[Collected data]
○ ○ ○

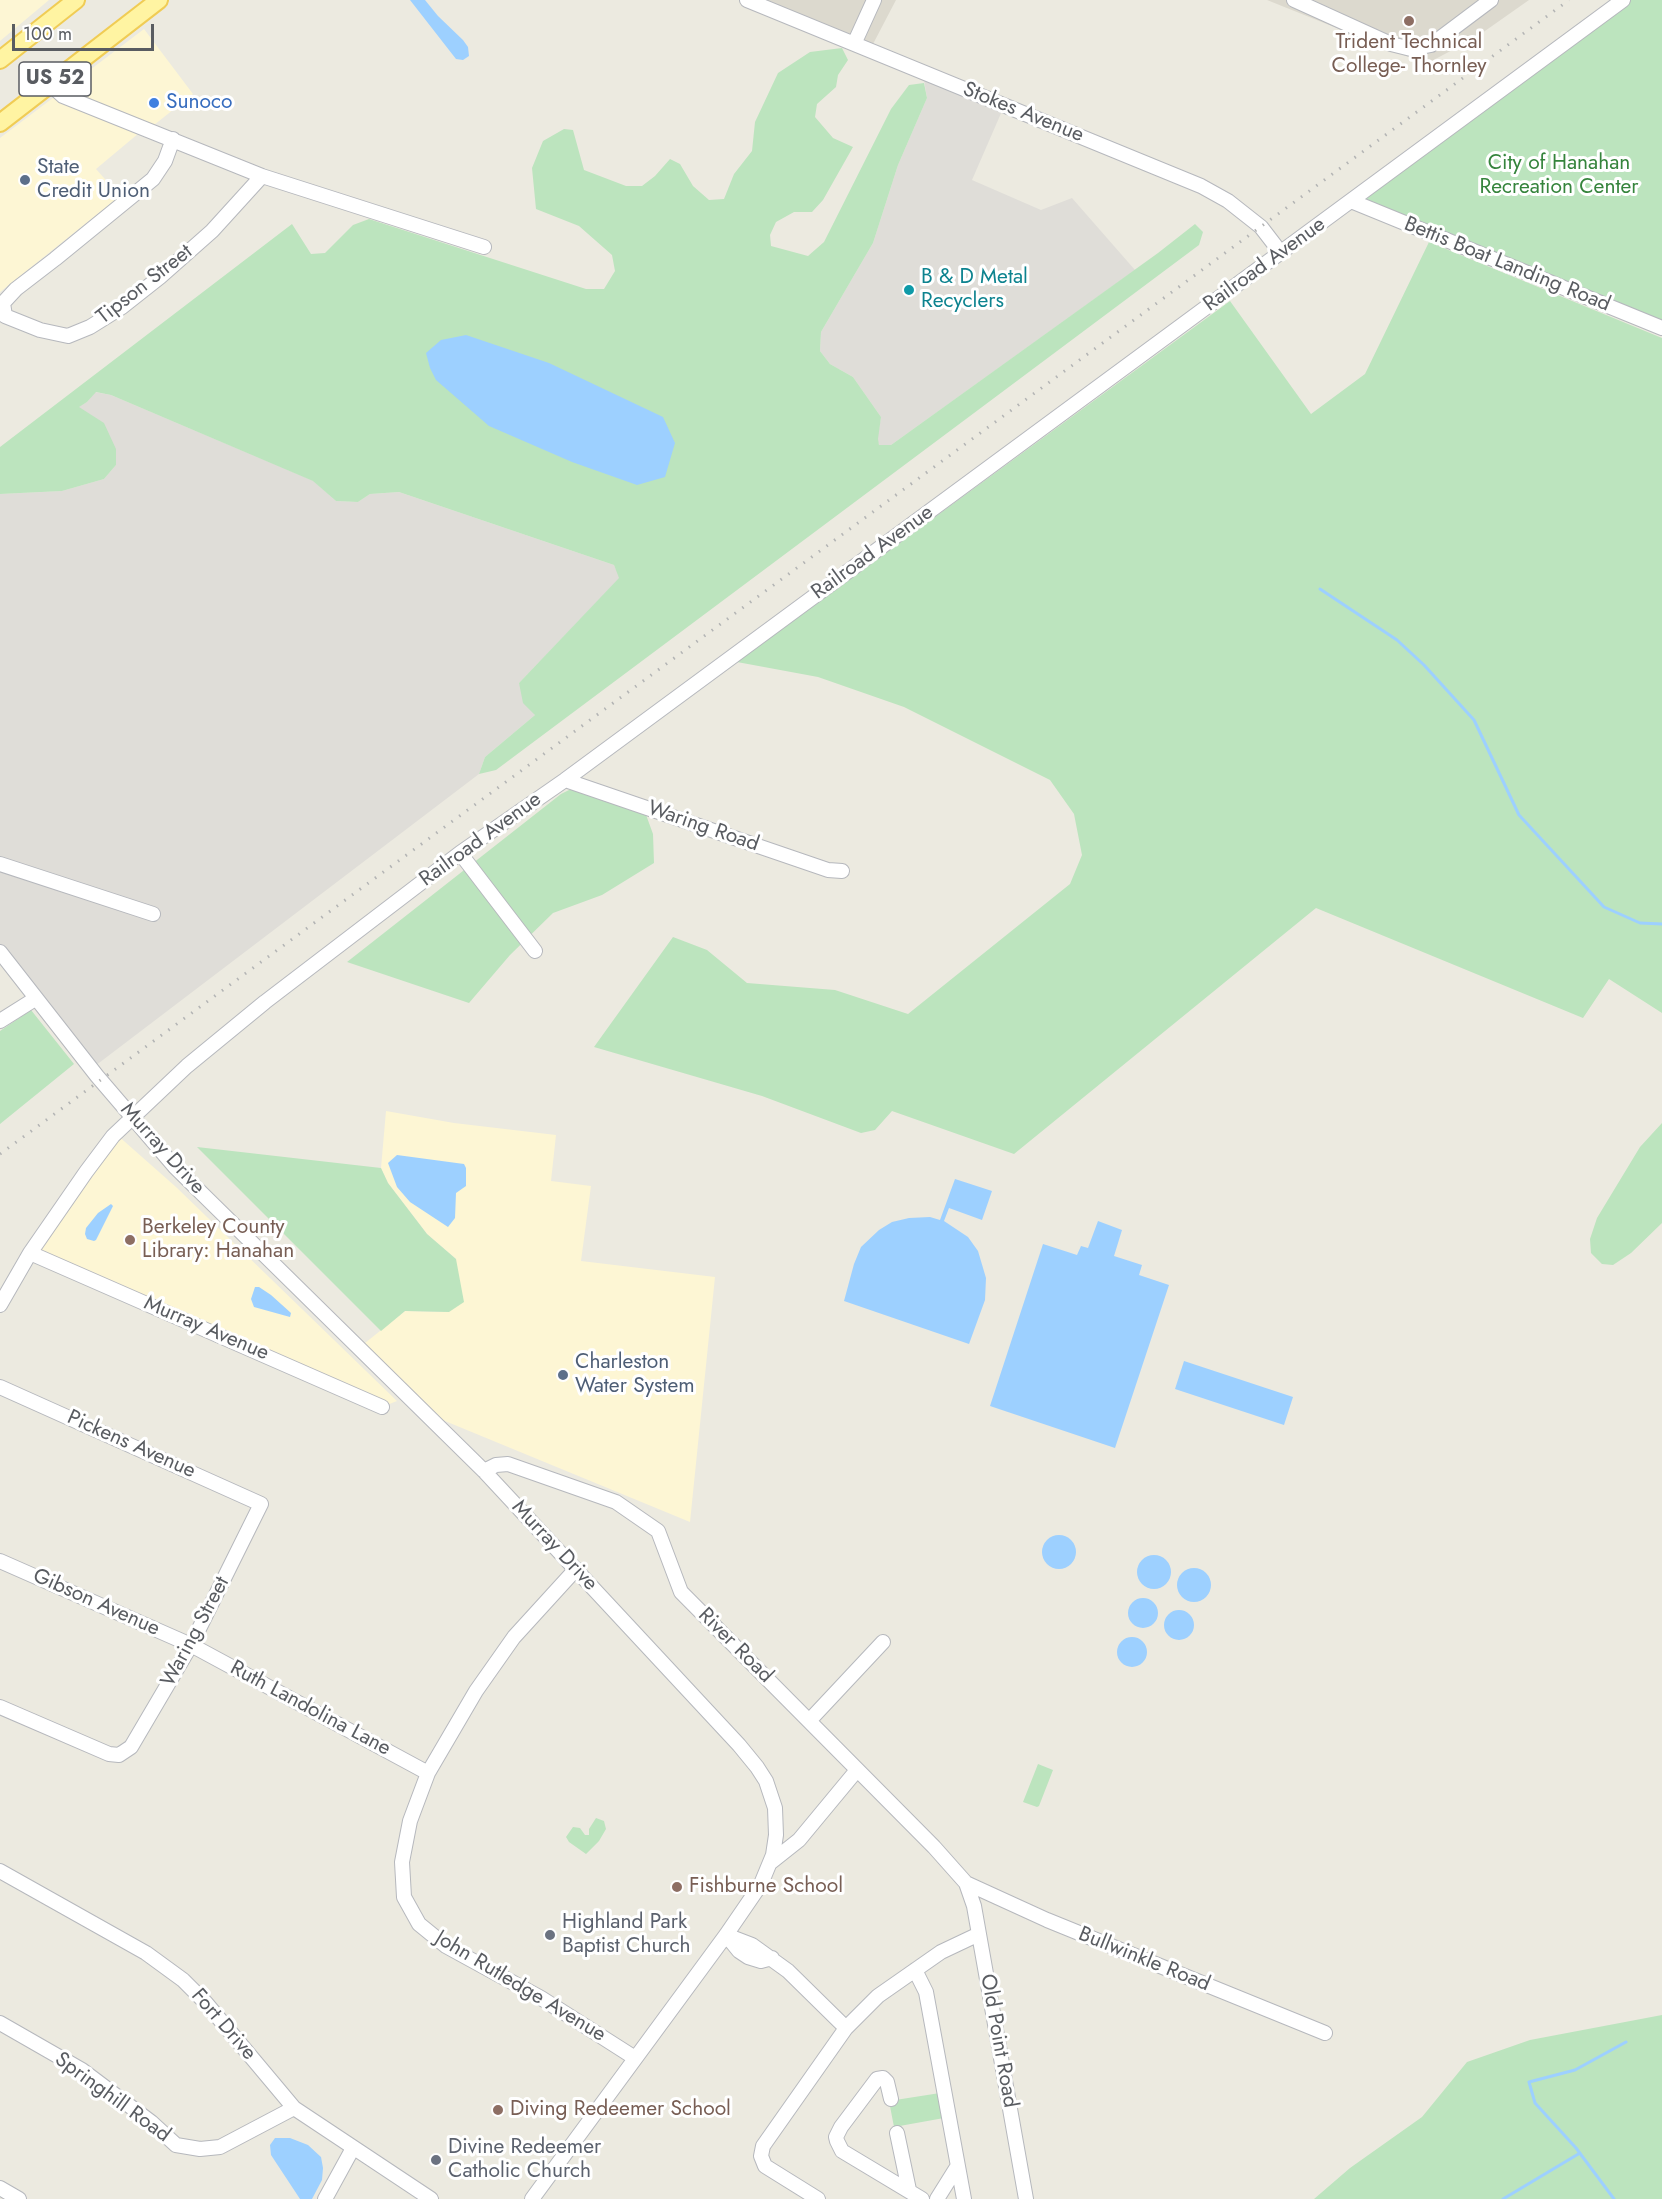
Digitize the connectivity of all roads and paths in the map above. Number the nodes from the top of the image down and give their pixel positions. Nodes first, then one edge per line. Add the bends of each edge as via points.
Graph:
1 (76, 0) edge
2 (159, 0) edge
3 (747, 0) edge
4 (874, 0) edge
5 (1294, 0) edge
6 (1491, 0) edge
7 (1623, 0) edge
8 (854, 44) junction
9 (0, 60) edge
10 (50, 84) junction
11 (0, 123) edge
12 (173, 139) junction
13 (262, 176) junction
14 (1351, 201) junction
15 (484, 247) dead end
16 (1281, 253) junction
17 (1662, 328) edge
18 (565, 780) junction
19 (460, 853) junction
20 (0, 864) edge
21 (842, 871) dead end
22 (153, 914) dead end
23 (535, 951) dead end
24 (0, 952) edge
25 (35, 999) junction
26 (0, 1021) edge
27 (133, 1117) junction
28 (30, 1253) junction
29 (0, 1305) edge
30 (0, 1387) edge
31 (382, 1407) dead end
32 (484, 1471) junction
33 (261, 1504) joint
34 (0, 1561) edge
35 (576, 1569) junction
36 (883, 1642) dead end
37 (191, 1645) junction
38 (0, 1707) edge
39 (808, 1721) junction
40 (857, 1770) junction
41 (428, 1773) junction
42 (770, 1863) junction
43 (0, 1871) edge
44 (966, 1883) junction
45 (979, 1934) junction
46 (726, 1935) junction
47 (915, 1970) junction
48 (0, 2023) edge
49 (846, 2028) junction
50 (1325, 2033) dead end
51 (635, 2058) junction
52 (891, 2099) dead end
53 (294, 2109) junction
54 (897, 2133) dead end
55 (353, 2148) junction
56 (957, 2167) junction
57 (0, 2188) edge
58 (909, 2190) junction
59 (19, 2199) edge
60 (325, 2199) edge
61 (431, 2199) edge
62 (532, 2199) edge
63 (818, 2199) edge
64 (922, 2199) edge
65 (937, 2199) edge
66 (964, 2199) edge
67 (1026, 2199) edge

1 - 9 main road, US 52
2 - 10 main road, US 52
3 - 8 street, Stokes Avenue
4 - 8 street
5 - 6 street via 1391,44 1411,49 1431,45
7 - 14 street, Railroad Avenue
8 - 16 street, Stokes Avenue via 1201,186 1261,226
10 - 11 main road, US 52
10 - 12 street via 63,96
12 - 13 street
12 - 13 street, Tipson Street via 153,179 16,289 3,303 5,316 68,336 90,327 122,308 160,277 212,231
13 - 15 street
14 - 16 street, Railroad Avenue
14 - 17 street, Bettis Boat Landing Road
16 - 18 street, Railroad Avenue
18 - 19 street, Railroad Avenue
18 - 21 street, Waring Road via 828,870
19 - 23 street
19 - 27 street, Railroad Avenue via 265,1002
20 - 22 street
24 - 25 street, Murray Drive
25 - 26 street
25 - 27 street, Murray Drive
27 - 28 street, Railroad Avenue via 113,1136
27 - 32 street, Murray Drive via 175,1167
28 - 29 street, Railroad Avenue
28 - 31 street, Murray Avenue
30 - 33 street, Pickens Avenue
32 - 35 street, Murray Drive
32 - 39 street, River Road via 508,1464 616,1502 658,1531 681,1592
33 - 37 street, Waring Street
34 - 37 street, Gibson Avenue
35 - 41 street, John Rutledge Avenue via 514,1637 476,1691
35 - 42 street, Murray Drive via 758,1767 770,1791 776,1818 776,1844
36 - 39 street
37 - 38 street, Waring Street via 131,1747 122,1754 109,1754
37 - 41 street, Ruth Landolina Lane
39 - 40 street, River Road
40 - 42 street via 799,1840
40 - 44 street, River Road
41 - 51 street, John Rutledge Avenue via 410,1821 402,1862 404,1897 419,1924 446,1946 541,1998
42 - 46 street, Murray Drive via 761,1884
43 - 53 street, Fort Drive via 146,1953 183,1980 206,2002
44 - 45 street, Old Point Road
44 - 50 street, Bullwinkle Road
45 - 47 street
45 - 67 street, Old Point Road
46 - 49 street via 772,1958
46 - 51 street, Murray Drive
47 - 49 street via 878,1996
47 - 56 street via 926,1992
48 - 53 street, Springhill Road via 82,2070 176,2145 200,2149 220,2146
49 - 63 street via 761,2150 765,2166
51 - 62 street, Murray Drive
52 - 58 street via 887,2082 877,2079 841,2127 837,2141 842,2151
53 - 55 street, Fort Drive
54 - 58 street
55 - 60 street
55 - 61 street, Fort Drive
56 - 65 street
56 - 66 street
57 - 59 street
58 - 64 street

○ ○ ○

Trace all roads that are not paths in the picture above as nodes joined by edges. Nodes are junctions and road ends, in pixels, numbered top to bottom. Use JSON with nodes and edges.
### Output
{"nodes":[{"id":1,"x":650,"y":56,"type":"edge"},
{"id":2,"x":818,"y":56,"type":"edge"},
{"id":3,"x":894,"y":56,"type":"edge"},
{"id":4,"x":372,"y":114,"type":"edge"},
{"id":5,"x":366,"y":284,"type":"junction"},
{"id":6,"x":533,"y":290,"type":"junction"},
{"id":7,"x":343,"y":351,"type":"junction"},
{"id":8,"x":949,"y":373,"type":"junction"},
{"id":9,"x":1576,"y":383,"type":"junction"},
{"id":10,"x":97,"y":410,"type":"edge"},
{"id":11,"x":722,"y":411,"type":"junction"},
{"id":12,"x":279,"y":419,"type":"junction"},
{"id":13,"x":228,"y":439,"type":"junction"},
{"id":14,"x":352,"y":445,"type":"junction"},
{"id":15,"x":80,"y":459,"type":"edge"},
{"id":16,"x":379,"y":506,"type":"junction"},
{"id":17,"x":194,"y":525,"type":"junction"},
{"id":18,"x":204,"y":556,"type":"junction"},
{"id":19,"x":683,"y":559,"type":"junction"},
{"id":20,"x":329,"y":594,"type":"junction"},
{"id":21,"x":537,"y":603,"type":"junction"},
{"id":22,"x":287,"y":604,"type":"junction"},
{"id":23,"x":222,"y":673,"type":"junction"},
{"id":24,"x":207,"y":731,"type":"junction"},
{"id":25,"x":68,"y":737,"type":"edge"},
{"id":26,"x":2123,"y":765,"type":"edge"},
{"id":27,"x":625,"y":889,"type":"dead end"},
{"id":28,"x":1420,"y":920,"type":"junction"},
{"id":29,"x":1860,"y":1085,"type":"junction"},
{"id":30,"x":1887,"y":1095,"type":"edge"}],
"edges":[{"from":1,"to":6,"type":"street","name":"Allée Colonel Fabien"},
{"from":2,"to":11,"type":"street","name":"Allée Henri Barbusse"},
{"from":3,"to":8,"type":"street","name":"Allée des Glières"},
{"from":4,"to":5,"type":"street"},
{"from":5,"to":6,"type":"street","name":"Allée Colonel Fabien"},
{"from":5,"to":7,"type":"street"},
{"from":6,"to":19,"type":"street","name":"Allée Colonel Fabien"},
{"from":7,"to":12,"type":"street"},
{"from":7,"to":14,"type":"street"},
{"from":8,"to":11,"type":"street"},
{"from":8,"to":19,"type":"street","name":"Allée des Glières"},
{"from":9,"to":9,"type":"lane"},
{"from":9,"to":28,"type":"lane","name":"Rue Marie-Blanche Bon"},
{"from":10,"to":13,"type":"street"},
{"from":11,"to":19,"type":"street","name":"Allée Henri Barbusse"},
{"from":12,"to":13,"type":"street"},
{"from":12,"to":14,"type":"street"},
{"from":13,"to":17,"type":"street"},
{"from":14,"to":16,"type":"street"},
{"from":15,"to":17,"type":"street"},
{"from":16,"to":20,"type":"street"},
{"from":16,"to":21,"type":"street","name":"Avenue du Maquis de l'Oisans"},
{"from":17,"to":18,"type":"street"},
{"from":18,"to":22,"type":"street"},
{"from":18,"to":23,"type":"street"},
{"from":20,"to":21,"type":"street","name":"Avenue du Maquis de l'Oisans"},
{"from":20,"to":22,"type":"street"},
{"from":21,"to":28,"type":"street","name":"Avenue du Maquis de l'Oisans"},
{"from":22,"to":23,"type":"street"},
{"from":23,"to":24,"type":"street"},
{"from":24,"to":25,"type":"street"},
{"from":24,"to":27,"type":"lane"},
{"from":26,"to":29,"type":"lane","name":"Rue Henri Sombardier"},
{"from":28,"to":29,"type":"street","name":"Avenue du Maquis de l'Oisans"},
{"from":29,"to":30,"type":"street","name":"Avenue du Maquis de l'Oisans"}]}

○ ○ ○

Exercise instructions ▸
From the records, copy out each line that includes the string "Colonel".

Solution below ▸
"edges":[{"from":1,"to":6,"type":"street","name":"Allée Colonel Fabien"},
{"from":5,"to":6,"type":"street","name":"Allée Colonel Fabien"},
{"from":6,"to":19,"type":"street","name":"Allée Colonel Fabien"},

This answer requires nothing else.